Exercise instructions
Quote the entries word for word. Omit the pictures.

Dataset excerpts
------------------------------------------------

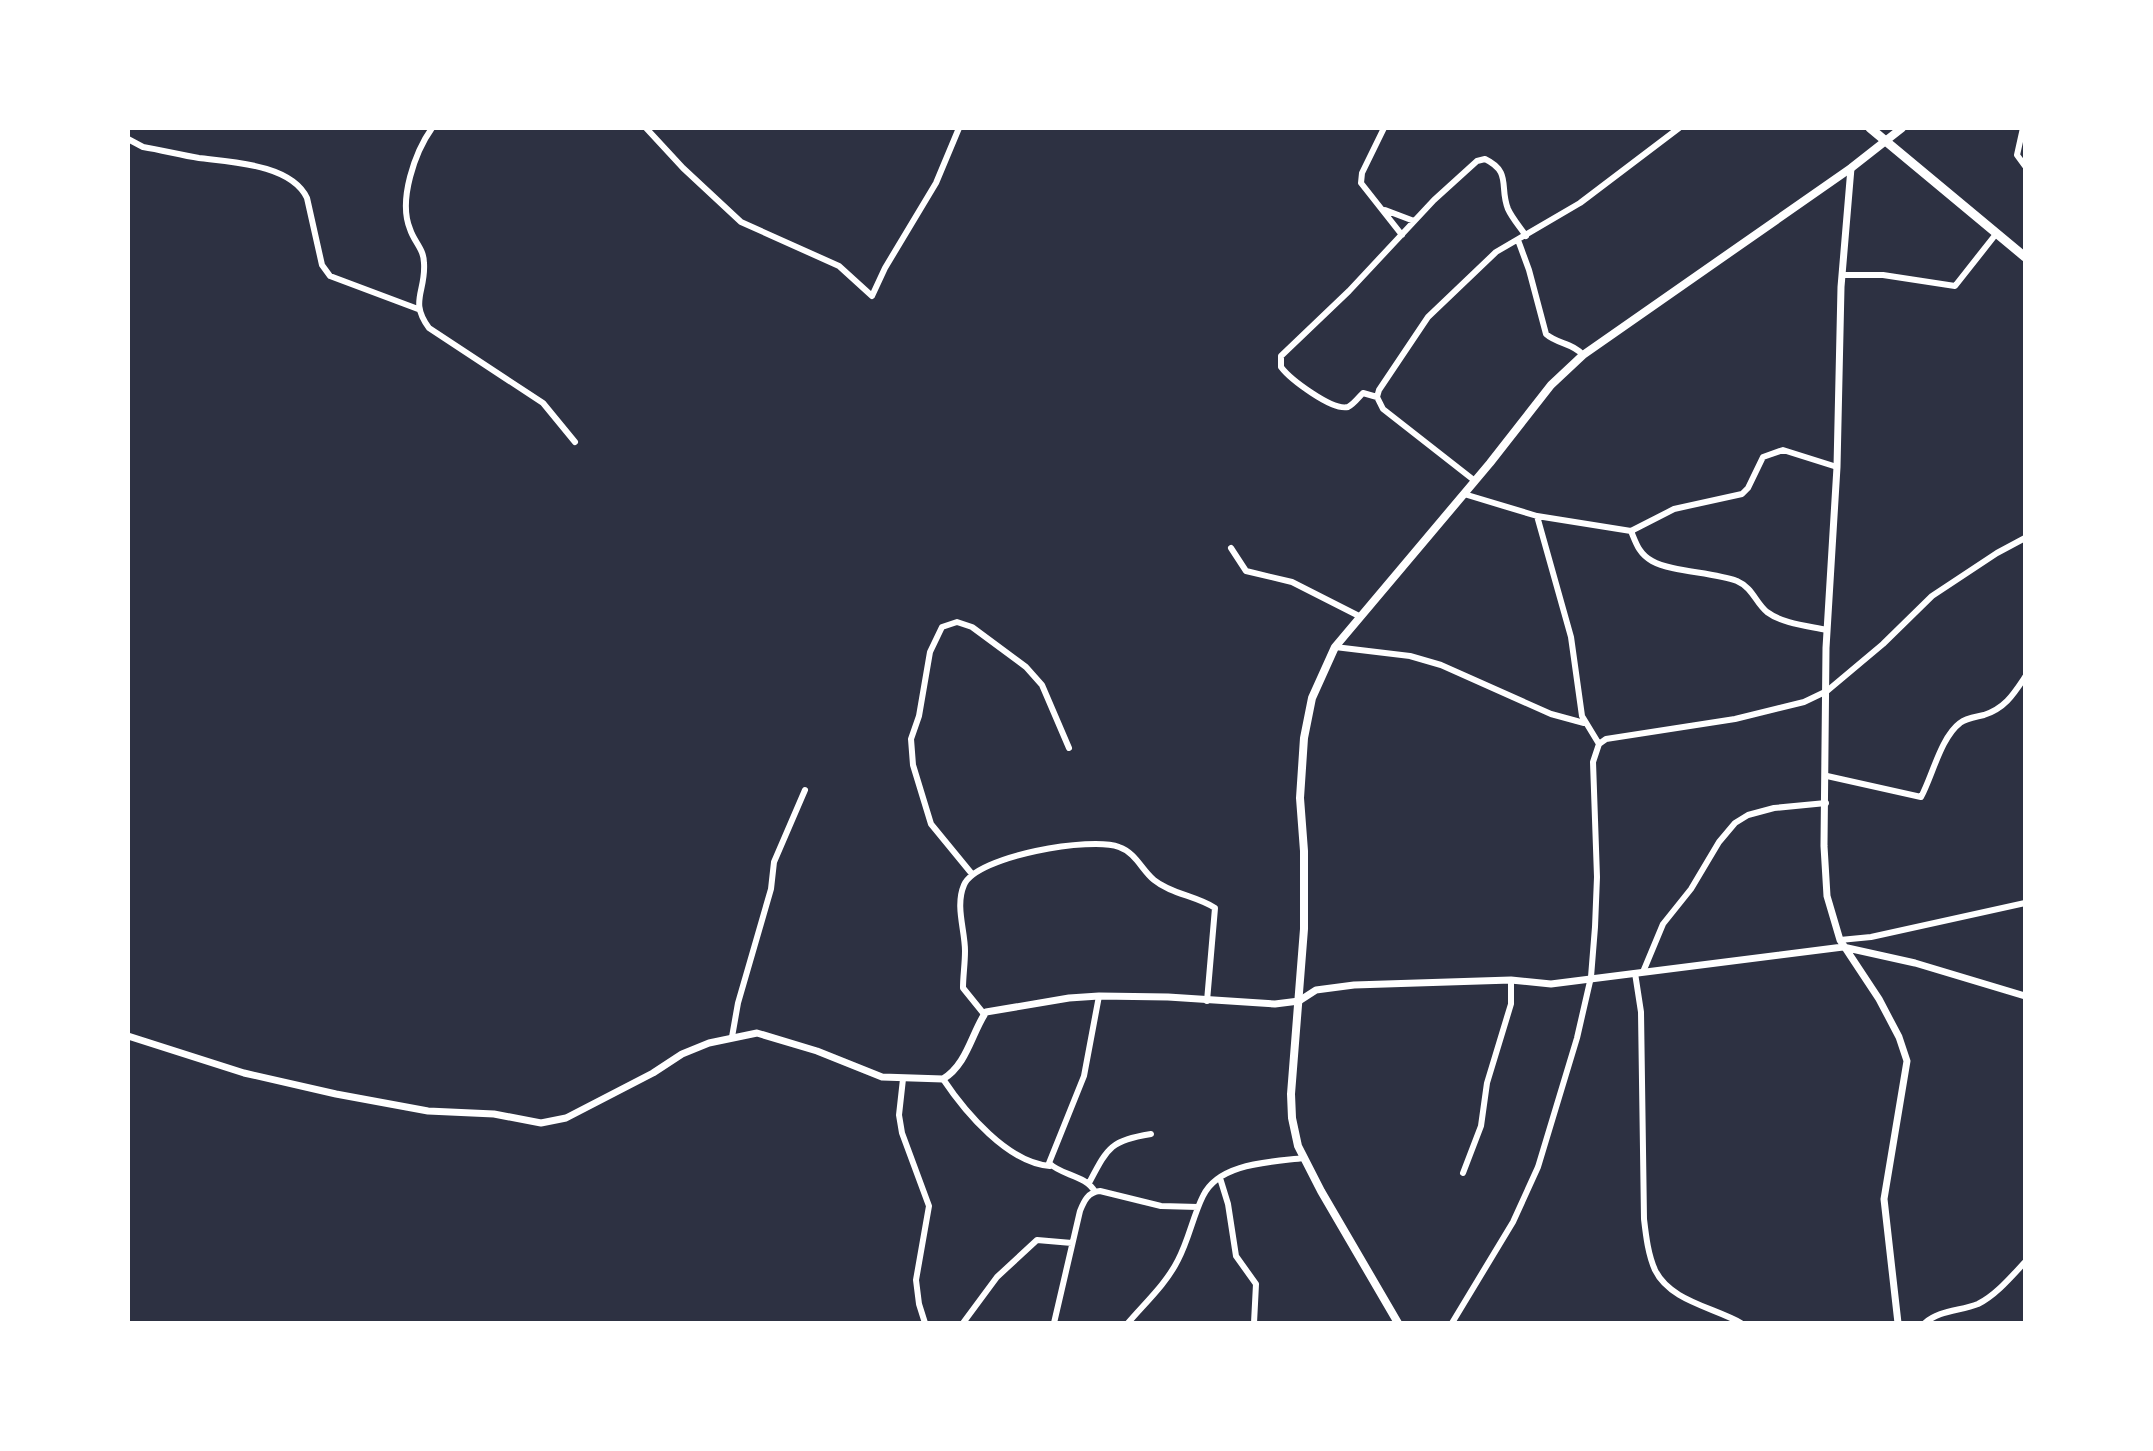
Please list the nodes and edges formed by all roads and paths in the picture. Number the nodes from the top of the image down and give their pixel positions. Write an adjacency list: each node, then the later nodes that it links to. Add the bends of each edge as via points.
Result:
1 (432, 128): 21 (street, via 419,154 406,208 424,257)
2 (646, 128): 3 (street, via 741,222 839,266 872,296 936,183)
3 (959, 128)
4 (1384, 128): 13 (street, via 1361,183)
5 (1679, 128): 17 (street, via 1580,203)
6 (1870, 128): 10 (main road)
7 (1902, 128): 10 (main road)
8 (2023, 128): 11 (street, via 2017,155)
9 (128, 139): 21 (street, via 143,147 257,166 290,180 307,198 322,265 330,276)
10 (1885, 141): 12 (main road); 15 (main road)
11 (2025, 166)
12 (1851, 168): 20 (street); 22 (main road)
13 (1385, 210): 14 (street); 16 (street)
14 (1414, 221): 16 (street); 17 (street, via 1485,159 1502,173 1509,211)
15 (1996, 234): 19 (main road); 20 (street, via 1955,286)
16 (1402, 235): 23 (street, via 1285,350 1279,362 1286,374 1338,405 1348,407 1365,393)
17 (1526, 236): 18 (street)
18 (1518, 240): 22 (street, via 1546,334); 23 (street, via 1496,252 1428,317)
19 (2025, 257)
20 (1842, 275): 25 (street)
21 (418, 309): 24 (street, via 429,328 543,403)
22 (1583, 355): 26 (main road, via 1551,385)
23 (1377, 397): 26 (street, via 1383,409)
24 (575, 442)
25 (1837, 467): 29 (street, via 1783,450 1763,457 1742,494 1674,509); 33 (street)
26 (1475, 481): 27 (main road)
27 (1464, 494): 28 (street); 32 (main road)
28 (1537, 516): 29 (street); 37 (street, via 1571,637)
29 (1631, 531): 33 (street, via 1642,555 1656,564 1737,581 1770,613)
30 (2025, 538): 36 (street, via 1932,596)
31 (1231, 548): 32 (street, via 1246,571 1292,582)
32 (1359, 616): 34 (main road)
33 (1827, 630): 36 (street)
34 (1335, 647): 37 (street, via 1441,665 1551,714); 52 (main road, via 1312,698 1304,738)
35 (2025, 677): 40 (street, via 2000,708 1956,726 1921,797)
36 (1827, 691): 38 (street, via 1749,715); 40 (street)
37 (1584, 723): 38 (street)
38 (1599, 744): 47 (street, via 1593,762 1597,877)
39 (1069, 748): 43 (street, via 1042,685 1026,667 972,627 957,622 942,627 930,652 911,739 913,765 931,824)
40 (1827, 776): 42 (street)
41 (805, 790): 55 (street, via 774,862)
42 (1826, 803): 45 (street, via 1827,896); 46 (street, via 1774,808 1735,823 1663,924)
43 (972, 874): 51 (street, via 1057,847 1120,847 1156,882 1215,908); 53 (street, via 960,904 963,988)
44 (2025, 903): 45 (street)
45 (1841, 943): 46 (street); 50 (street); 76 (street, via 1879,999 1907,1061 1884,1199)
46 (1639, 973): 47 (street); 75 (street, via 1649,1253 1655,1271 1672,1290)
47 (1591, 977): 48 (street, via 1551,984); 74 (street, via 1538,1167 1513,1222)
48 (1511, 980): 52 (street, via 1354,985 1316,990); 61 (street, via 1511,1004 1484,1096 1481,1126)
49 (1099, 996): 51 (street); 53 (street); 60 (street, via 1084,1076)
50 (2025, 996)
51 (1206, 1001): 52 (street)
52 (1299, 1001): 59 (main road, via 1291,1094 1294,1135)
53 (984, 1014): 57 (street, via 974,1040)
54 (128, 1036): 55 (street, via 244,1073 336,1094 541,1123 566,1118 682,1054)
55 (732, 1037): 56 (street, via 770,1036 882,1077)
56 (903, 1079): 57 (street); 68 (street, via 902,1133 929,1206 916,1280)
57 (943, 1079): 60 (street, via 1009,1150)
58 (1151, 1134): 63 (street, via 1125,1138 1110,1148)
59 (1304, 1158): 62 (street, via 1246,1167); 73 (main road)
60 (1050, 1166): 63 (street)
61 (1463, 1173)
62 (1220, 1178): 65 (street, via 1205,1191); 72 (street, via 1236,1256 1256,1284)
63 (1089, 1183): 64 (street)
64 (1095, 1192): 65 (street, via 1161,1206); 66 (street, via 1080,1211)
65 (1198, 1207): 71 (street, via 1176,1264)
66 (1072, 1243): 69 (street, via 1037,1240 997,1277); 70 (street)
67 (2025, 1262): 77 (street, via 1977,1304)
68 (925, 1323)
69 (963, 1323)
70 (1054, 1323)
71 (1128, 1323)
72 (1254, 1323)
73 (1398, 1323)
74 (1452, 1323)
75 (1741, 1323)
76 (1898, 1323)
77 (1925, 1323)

------------------------------------------------

Solution for this problem
Please list the nodes and edges formed by all roads and paths in the picture. Number the nodes from the top of the image down and give their pixel positions. Write an adjacency list: each node, then the later nodes that it links to. Add the bends of each edge as via points.
Result:
1 (432, 128): 21 (street, via 419,154 406,208 424,257)
2 (646, 128): 3 (street, via 741,222 839,266 872,296 936,183)
3 (959, 128)
4 (1384, 128): 13 (street, via 1361,183)
5 (1679, 128): 17 (street, via 1580,203)
6 (1870, 128): 10 (main road)
7 (1902, 128): 10 (main road)
8 (2023, 128): 11 (street, via 2017,155)
9 (128, 139): 21 (street, via 143,147 257,166 290,180 307,198 322,265 330,276)
10 (1885, 141): 12 (main road); 15 (main road)
11 (2025, 166)
12 (1851, 168): 20 (street); 22 (main road)
13 (1385, 210): 14 (street); 16 (street)
14 (1414, 221): 16 (street); 17 (street, via 1485,159 1502,173 1509,211)
15 (1996, 234): 19 (main road); 20 (street, via 1955,286)
16 (1402, 235): 23 (street, via 1285,350 1279,362 1286,374 1338,405 1348,407 1365,393)
17 (1526, 236): 18 (street)
18 (1518, 240): 22 (street, via 1546,334); 23 (street, via 1496,252 1428,317)
19 (2025, 257)
20 (1842, 275): 25 (street)
21 (418, 309): 24 (street, via 429,328 543,403)
22 (1583, 355): 26 (main road, via 1551,385)
23 (1377, 397): 26 (street, via 1383,409)
24 (575, 442)
25 (1837, 467): 29 (street, via 1783,450 1763,457 1742,494 1674,509); 33 (street)
26 (1475, 481): 27 (main road)
27 (1464, 494): 28 (street); 32 (main road)
28 (1537, 516): 29 (street); 37 (street, via 1571,637)
29 (1631, 531): 33 (street, via 1642,555 1656,564 1737,581 1770,613)
30 (2025, 538): 36 (street, via 1932,596)
31 (1231, 548): 32 (street, via 1246,571 1292,582)
32 (1359, 616): 34 (main road)
33 (1827, 630): 36 (street)
34 (1335, 647): 37 (street, via 1441,665 1551,714); 52 (main road, via 1312,698 1304,738)
35 (2025, 677): 40 (street, via 2000,708 1956,726 1921,797)
36 (1827, 691): 38 (street, via 1749,715); 40 (street)
37 (1584, 723): 38 (street)
38 (1599, 744): 47 (street, via 1593,762 1597,877)
39 (1069, 748): 43 (street, via 1042,685 1026,667 972,627 957,622 942,627 930,652 911,739 913,765 931,824)
40 (1827, 776): 42 (street)
41 (805, 790): 55 (street, via 774,862)
42 (1826, 803): 45 (street, via 1827,896); 46 (street, via 1774,808 1735,823 1663,924)
43 (972, 874): 51 (street, via 1057,847 1120,847 1156,882 1215,908); 53 (street, via 960,904 963,988)
44 (2025, 903): 45 (street)
45 (1841, 943): 46 (street); 50 (street); 76 (street, via 1879,999 1907,1061 1884,1199)
46 (1639, 973): 47 (street); 75 (street, via 1649,1253 1655,1271 1672,1290)
47 (1591, 977): 48 (street, via 1551,984); 74 (street, via 1538,1167 1513,1222)
48 (1511, 980): 52 (street, via 1354,985 1316,990); 61 (street, via 1511,1004 1484,1096 1481,1126)
49 (1099, 996): 51 (street); 53 (street); 60 (street, via 1084,1076)
50 (2025, 996)
51 (1206, 1001): 52 (street)
52 (1299, 1001): 59 (main road, via 1291,1094 1294,1135)
53 (984, 1014): 57 (street, via 974,1040)
54 (128, 1036): 55 (street, via 244,1073 336,1094 541,1123 566,1118 682,1054)
55 (732, 1037): 56 (street, via 770,1036 882,1077)
56 (903, 1079): 57 (street); 68 (street, via 902,1133 929,1206 916,1280)
57 (943, 1079): 60 (street, via 1009,1150)
58 (1151, 1134): 63 (street, via 1125,1138 1110,1148)
59 (1304, 1158): 62 (street, via 1246,1167); 73 (main road)
60 (1050, 1166): 63 (street)
61 (1463, 1173)
62 (1220, 1178): 65 (street, via 1205,1191); 72 (street, via 1236,1256 1256,1284)
63 (1089, 1183): 64 (street)
64 (1095, 1192): 65 (street, via 1161,1206); 66 (street, via 1080,1211)
65 (1198, 1207): 71 (street, via 1176,1264)
66 (1072, 1243): 69 (street, via 1037,1240 997,1277); 70 (street)
67 (2025, 1262): 77 (street, via 1977,1304)
68 (925, 1323)
69 (963, 1323)
70 (1054, 1323)
71 (1128, 1323)
72 (1254, 1323)
73 (1398, 1323)
74 (1452, 1323)
75 (1741, 1323)
76 (1898, 1323)
77 (1925, 1323)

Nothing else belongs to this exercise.